* _Exercise instructions_: Please copy the records below word for word, leaving out the pictures.

* _Data provided_:
================================

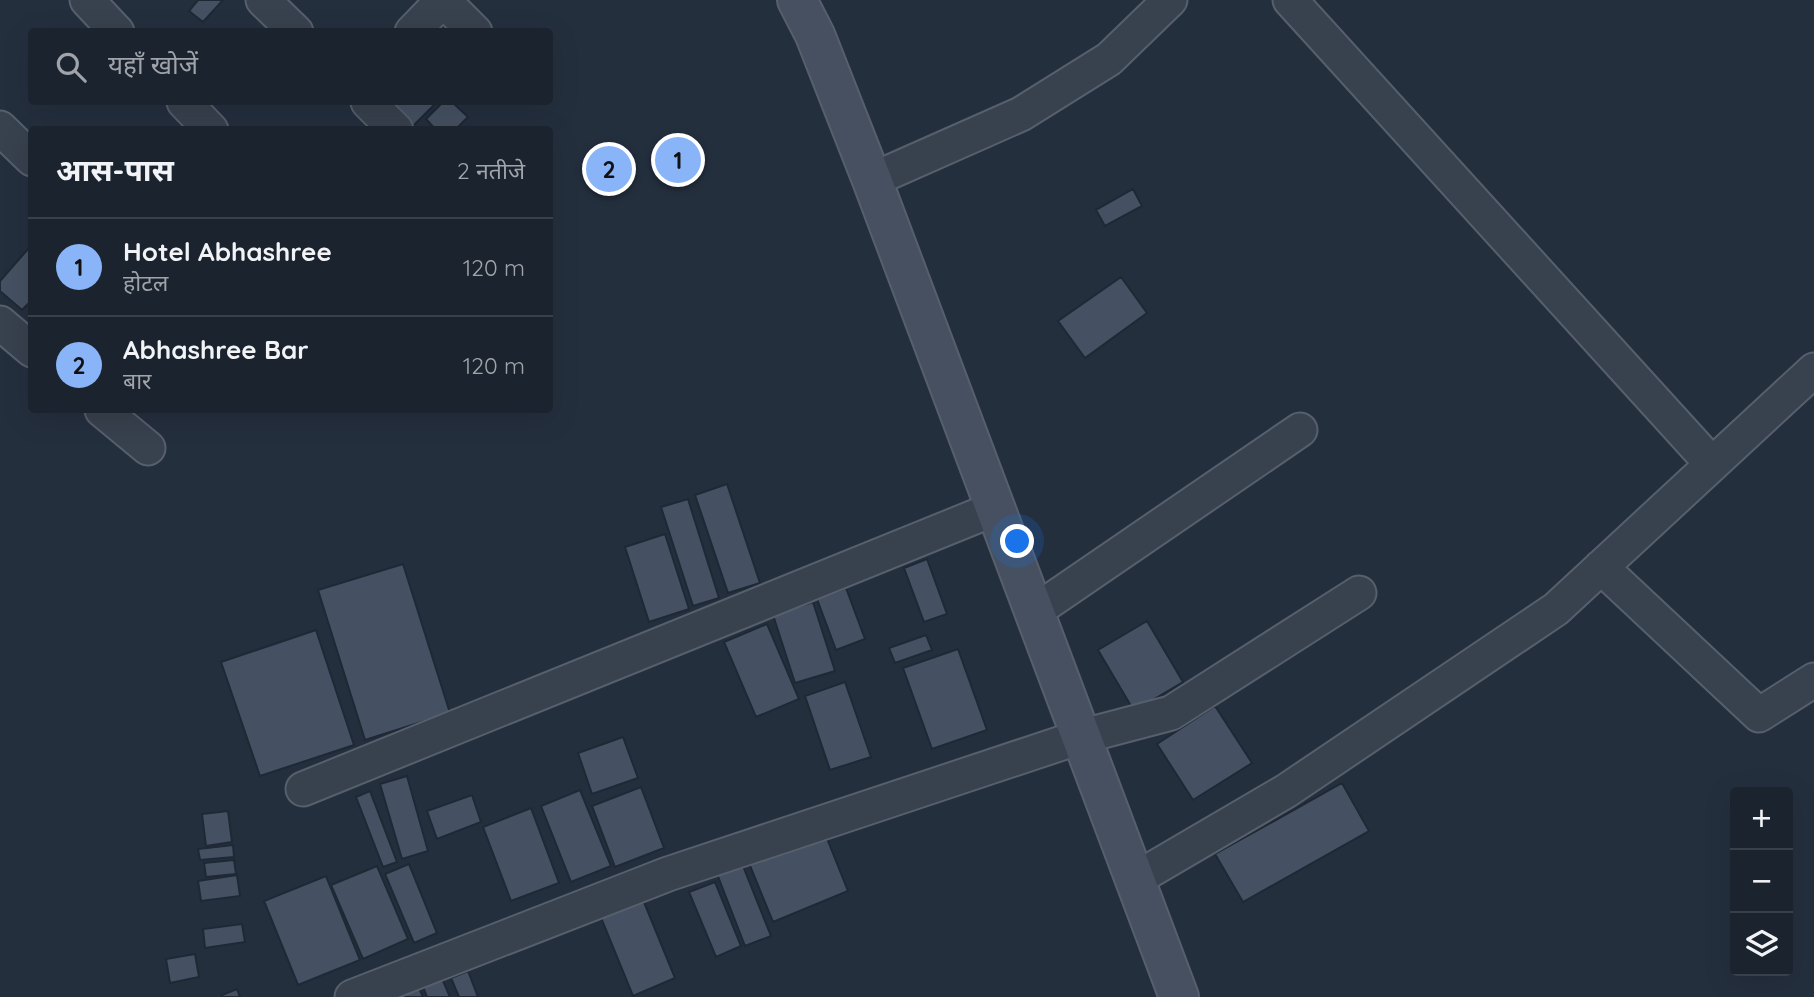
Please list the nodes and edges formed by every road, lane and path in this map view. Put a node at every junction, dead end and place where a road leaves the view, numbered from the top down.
1 (87, 0) edge
2 (263, 0) edge
3 (443, 0) edge
4 (797, 0) edge
5 (1170, 0) edge
6 (1290, 0) edge
7 (113, 28) edge
8 (292, 28) edge
9 (416, 28) edge
10 (471, 28) edge
11 (187, 105) edge
12 (207, 126) edge
13 (0, 128) edge
14 (28, 155) edge
15 (872, 180) junction
16 (0, 323) edge
17 (28, 347) edge
18 (1814, 370) edge
19 (107, 413) edge
20 (1300, 430) dead end
21 (148, 448) dead end
22 (1712, 464) junction
23 (994, 509) junction
24 (1601, 567) junction
25 (1359, 593) dead end
26 (1034, 612) junction
27 (1814, 680) edge
28 (1080, 737) junction
29 (303, 789) dead end
30 (1134, 880) junction
31 (352, 997) edge
32 (1179, 997) edge

1 - 7 street
2 - 8 street
3 - 9 street
3 - 10 street
4 - 15 main road
5 - 15 street
6 - 22 street
11 - 12 street
13 - 14 street
15 - 23 main road
16 - 17 street
18 - 22 street
19 - 21 street
20 - 26 street
22 - 24 street
23 - 26 main road
23 - 29 street
24 - 27 street
24 - 30 street
25 - 28 street
26 - 28 main road
28 - 30 main road
28 - 31 street
30 - 32 main road

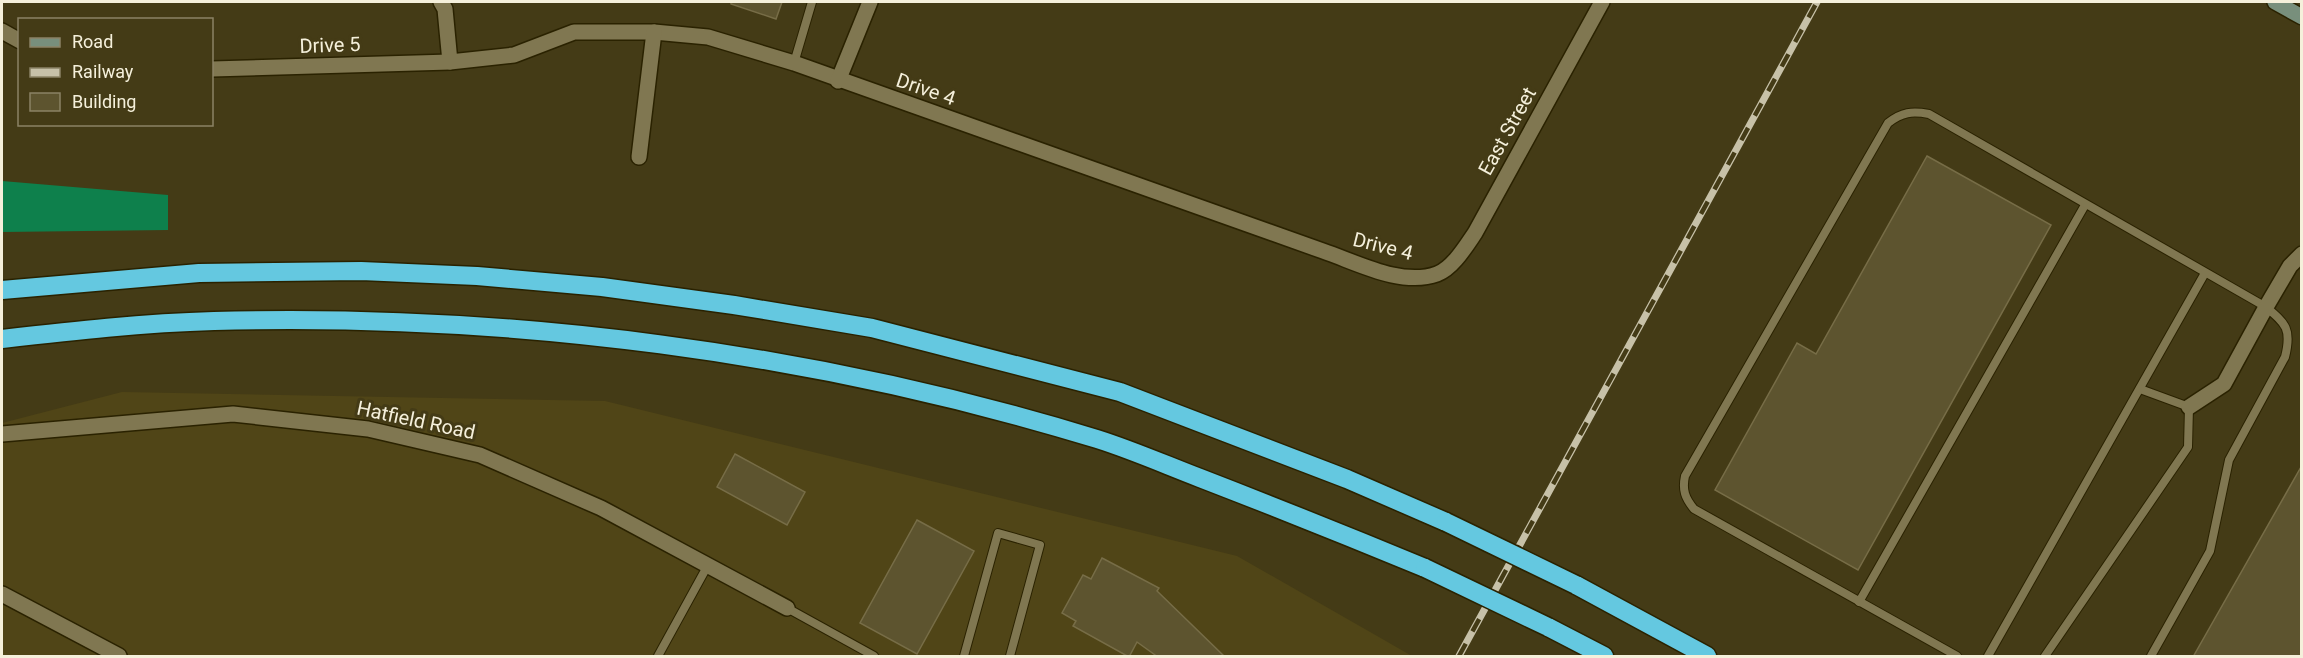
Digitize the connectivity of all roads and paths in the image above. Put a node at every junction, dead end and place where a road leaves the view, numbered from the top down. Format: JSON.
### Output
{"nodes":[{"id":1,"x":441,"y":2,"type":"edge"},
{"id":2,"x":812,"y":2,"type":"edge"},
{"id":3,"x":870,"y":2,"type":"edge"},
{"id":4,"x":1602,"y":2,"type":"edge"},
{"id":5,"x":2276,"y":2,"type":"edge"},
{"id":6,"x":2301,"y":17,"type":"edge"},
{"id":7,"x":2,"y":31,"type":"edge"},
{"id":8,"x":654,"y":32,"type":"junction"},
{"id":9,"x":18,"y":40,"type":"edge"},
{"id":10,"x":450,"y":62,"type":"junction"},
{"id":11,"x":794,"y":63,"type":"junction"},
{"id":12,"x":213,"y":69,"type":"edge"},
{"id":13,"x":838,"y":81,"type":"junction"},
{"id":14,"x":639,"y":157,"type":"dead end"},
{"id":15,"x":2085,"y":204,"type":"junction"},
{"id":16,"x":2301,"y":254,"type":"edge"},
{"id":17,"x":2205,"y":273,"type":"junction"},
{"id":18,"x":1438,"y":274,"type":"joint"},
{"id":19,"x":2,"y":290,"type":"edge"},
{"id":20,"x":2266,"y":307,"type":"junction"},
{"id":21,"x":2,"y":339,"type":"edge"},
{"id":22,"x":2140,"y":388,"type":"junction"},
{"id":23,"x":2189,"y":407,"type":"junction"},
{"id":24,"x":2,"y":434,"type":"edge"},
{"id":25,"x":708,"y":566,"type":"junction"},
{"id":26,"x":2,"y":594,"type":"edge"},
{"id":27,"x":1859,"y":602,"type":"junction"},
{"id":28,"x":786,"y":608,"type":"joint"},
{"id":29,"x":118,"y":657,"type":"edge"},
{"id":30,"x":658,"y":657,"type":"edge"},
{"id":31,"x":874,"y":657,"type":"edge"},
{"id":32,"x":964,"y":657,"type":"edge"},
{"id":33,"x":1010,"y":657,"type":"edge"},
{"id":34,"x":1604,"y":657,"type":"edge"},
{"id":35,"x":1707,"y":657,"type":"edge"},
{"id":36,"x":1957,"y":657,"type":"edge"},
{"id":37,"x":1988,"y":657,"type":"edge"},
{"id":38,"x":2045,"y":657,"type":"edge"},
{"id":39,"x":2151,"y":657,"type":"edge"}],
"edges":[{"from":1,"to":10,"type":"street"},
{"from":2,"to":11,"type":"lane"},
{"from":3,"to":13,"type":"street"},
{"from":4,"to":18,"type":"street","name":"East Street"},
{"from":5,"to":6,"type":"main road"},
{"from":7,"to":9,"type":"street"},
{"from":8,"to":10,"type":"street","name":"Drive 4"},
{"from":8,"to":11,"type":"street","name":"Drive 4"},
{"from":8,"to":14,"type":"street"},
{"from":10,"to":12,"type":"street","name":"Drive 5"},
{"from":11,"to":13,"type":"street","name":"Drive 4"},
{"from":13,"to":18,"type":"street","name":"Drive 4"},
{"from":15,"to":17,"type":"lane"},
{"from":15,"to":27,"type":"lane"},
{"from":15,"to":27,"type":"lane"},
{"from":16,"to":20,"type":"street"},
{"from":17,"to":20,"type":"lane"},
{"from":17,"to":22,"type":"lane"},
{"from":19,"to":35,"type":"highway","bridge":true},
{"from":20,"to":23,"type":"street"},
{"from":20,"to":39,"type":"lane"},
{"from":21,"to":34,"type":"highway","bridge":true},
{"from":22,"to":23,"type":"lane"},
{"from":22,"to":37,"type":"lane"},
{"from":23,"to":38,"type":"lane"},
{"from":24,"to":25,"type":"street","name":"Hatfield Road"},
{"from":25,"to":28,"type":"street","name":"Hatfield Road"},
{"from":25,"to":30,"type":"lane"},
{"from":26,"to":29,"type":"street"},
{"from":27,"to":36,"type":"lane"},
{"from":28,"to":31,"type":"lane"},
{"from":32,"to":33,"type":"lane"}]}
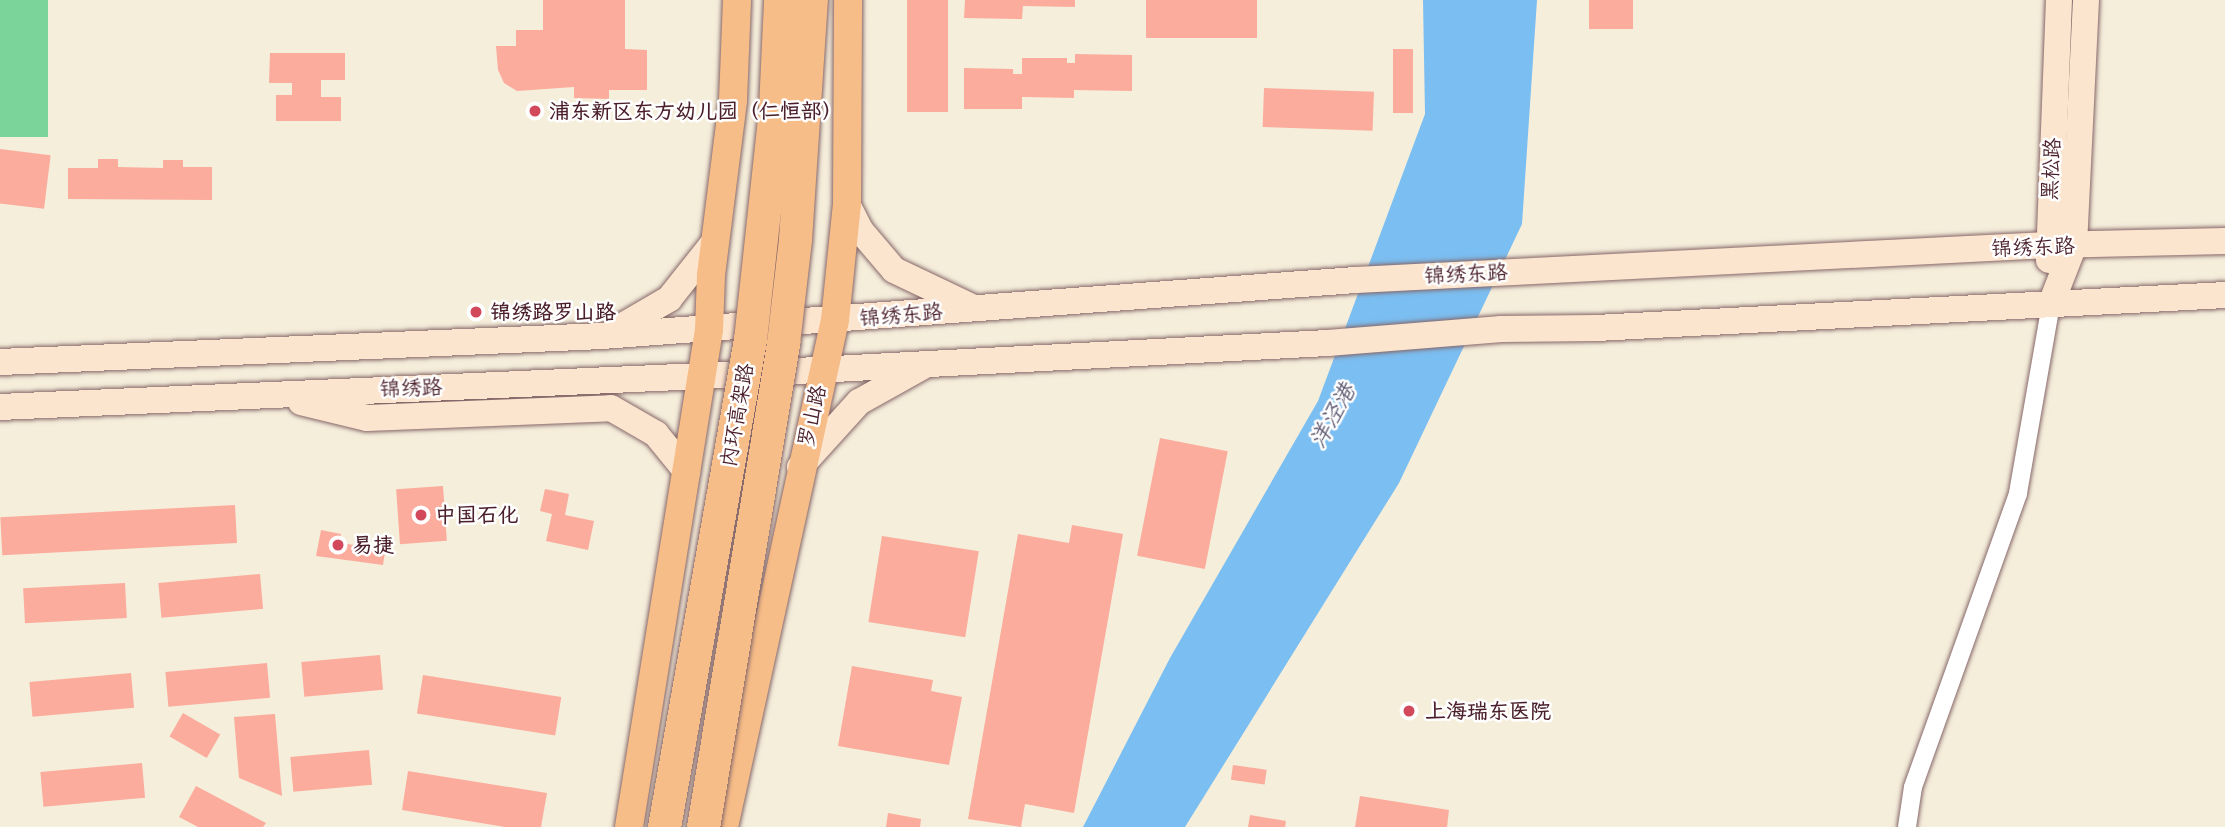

================================

* _Task solution_:
Please list the nodes and edges formed by every road, lane and path in this map view. Put a node at every junction, dead end and place where a road leaves the view, numbered from the top down.
1 (87, 0) edge
2 (263, 0) edge
3 (443, 0) edge
4 (797, 0) edge
5 (1170, 0) edge
6 (1290, 0) edge
7 (113, 28) edge
8 (292, 28) edge
9 (416, 28) edge
10 (471, 28) edge
11 (187, 105) edge
12 (207, 126) edge
13 (0, 128) edge
14 (28, 155) edge
15 (872, 180) junction
16 (0, 323) edge
17 (28, 347) edge
18 (1814, 370) edge
19 (107, 413) edge
20 (1300, 430) dead end
21 (148, 448) dead end
22 (1712, 464) junction
23 (994, 509) junction
24 (1601, 567) junction
25 (1359, 593) dead end
26 (1034, 612) junction
27 (1814, 680) edge
28 (1080, 737) junction
29 (303, 789) dead end
30 (1134, 880) junction
31 (352, 997) edge
32 (1179, 997) edge

1 - 7 street
2 - 8 street
3 - 9 street
3 - 10 street
4 - 15 main road
5 - 15 street
6 - 22 street
11 - 12 street
13 - 14 street
15 - 23 main road
16 - 17 street
18 - 22 street
19 - 21 street
20 - 26 street
22 - 24 street
23 - 26 main road
23 - 29 street
24 - 27 street
24 - 30 street
25 - 28 street
26 - 28 main road
28 - 30 main road
28 - 31 street
30 - 32 main road

Digitize the connectivity of all roads and paths in the image above. Put a node at every junction, dead end and place where a road leaves the view, numbered from the top down. Format: JSON.
### Output
{"nodes":[{"id":1,"x":441,"y":2,"type":"edge"},
{"id":2,"x":812,"y":2,"type":"edge"},
{"id":3,"x":870,"y":2,"type":"edge"},
{"id":4,"x":1602,"y":2,"type":"edge"},
{"id":5,"x":2276,"y":2,"type":"edge"},
{"id":6,"x":2301,"y":17,"type":"edge"},
{"id":7,"x":2,"y":31,"type":"edge"},
{"id":8,"x":654,"y":32,"type":"junction"},
{"id":9,"x":18,"y":40,"type":"edge"},
{"id":10,"x":450,"y":62,"type":"junction"},
{"id":11,"x":794,"y":63,"type":"junction"},
{"id":12,"x":213,"y":69,"type":"edge"},
{"id":13,"x":838,"y":81,"type":"junction"},
{"id":14,"x":639,"y":157,"type":"dead end"},
{"id":15,"x":2085,"y":204,"type":"junction"},
{"id":16,"x":2301,"y":254,"type":"edge"},
{"id":17,"x":2205,"y":273,"type":"junction"},
{"id":18,"x":1438,"y":274,"type":"joint"},
{"id":19,"x":2,"y":290,"type":"edge"},
{"id":20,"x":2266,"y":307,"type":"junction"},
{"id":21,"x":2,"y":339,"type":"edge"},
{"id":22,"x":2140,"y":388,"type":"junction"},
{"id":23,"x":2189,"y":407,"type":"junction"},
{"id":24,"x":2,"y":434,"type":"edge"},
{"id":25,"x":708,"y":566,"type":"junction"},
{"id":26,"x":2,"y":594,"type":"edge"},
{"id":27,"x":1859,"y":602,"type":"junction"},
{"id":28,"x":786,"y":608,"type":"joint"},
{"id":29,"x":118,"y":657,"type":"edge"},
{"id":30,"x":658,"y":657,"type":"edge"},
{"id":31,"x":874,"y":657,"type":"edge"},
{"id":32,"x":964,"y":657,"type":"edge"},
{"id":33,"x":1010,"y":657,"type":"edge"},
{"id":34,"x":1604,"y":657,"type":"edge"},
{"id":35,"x":1707,"y":657,"type":"edge"},
{"id":36,"x":1957,"y":657,"type":"edge"},
{"id":37,"x":1988,"y":657,"type":"edge"},
{"id":38,"x":2045,"y":657,"type":"edge"},
{"id":39,"x":2151,"y":657,"type":"edge"}],
"edges":[{"from":1,"to":10,"type":"street"},
{"from":2,"to":11,"type":"lane"},
{"from":3,"to":13,"type":"street"},
{"from":4,"to":18,"type":"street","name":"East Street"},
{"from":5,"to":6,"type":"main road"},
{"from":7,"to":9,"type":"street"},
{"from":8,"to":10,"type":"street","name":"Drive 4"},
{"from":8,"to":11,"type":"street","name":"Drive 4"},
{"from":8,"to":14,"type":"street"},
{"from":10,"to":12,"type":"street","name":"Drive 5"},
{"from":11,"to":13,"type":"street","name":"Drive 4"},
{"from":13,"to":18,"type":"street","name":"Drive 4"},
{"from":15,"to":17,"type":"lane"},
{"from":15,"to":27,"type":"lane"},
{"from":15,"to":27,"type":"lane"},
{"from":16,"to":20,"type":"street"},
{"from":17,"to":20,"type":"lane"},
{"from":17,"to":22,"type":"lane"},
{"from":19,"to":35,"type":"highway","bridge":true},
{"from":20,"to":23,"type":"street"},
{"from":20,"to":39,"type":"lane"},
{"from":21,"to":34,"type":"highway","bridge":true},
{"from":22,"to":23,"type":"lane"},
{"from":22,"to":37,"type":"lane"},
{"from":23,"to":38,"type":"lane"},
{"from":24,"to":25,"type":"street","name":"Hatfield Road"},
{"from":25,"to":28,"type":"street","name":"Hatfield Road"},
{"from":25,"to":30,"type":"lane"},
{"from":26,"to":29,"type":"street"},
{"from":27,"to":36,"type":"lane"},
{"from":28,"to":31,"type":"lane"},
{"from":32,"to":33,"type":"lane"}]}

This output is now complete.